Much of this has apparently been smoothed out and lightened a bit from the source material, and then you hand it over to some seasoned TV folks – creators Liz Heldens and Daniel Thomsen; directors Paul McGuigan and Howard Deutch on a few episodes – and you wind up with a bit of a split: a very, very strong sense of visual identity and consistent writing, but then a tonal split. And despite my snark above, the creative team and actors help to bring all of these quirks into the picture very organically, and arguably more maturely than 99% of peer series. Angie’s battles with substance abuse feel realistically handled within context; Trent’s struggles with accepting help when needed / application of his I’ve-adapted-to-not-needing-to-read crime-solving abilities are not over-used as scripting crutches; and the will they / won’t they relationship is similarly given a rather natural up and down flow – we’re not jerked around for cheap cliffhangers or thrills. Iantha Richardson, Jake McLaughlin, and Sonja Sohn all also appear around the GBI offices, equally good at imbuing their procedural archetypes with a lot of humanity.
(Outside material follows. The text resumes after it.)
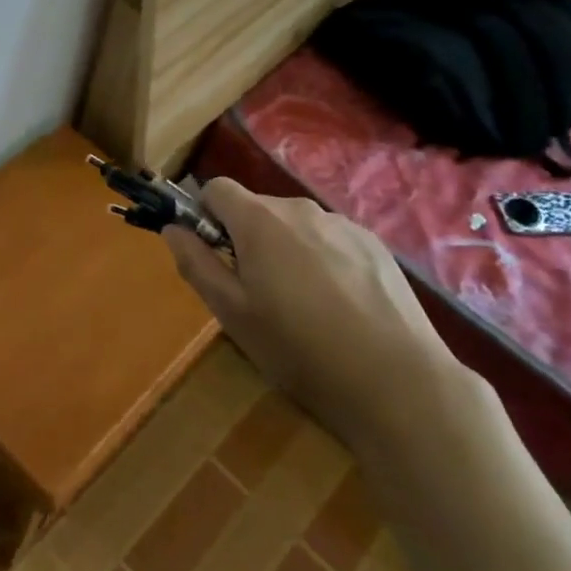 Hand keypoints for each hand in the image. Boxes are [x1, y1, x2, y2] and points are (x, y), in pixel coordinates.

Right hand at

Plus, Trent gets a stupidly cute dog at one point.

However, despite the linear story elements attached to these characters, the episodic cases to which we’re tied never allow these stronger aspects to fully take hold, and somewhat undermine the polished visual style as well – as though there’s a really strong dramatic comedy just waiting to come on stage, but we keep having to deal with opening acts of weekly cases. And these, frankly, are never quite as complex as they want to be – they’re given a lot of interesting, byzantine lead-in, and then tend to piddle out with a chase or gunfight – sort of another parallel of the positives and negatives of the show.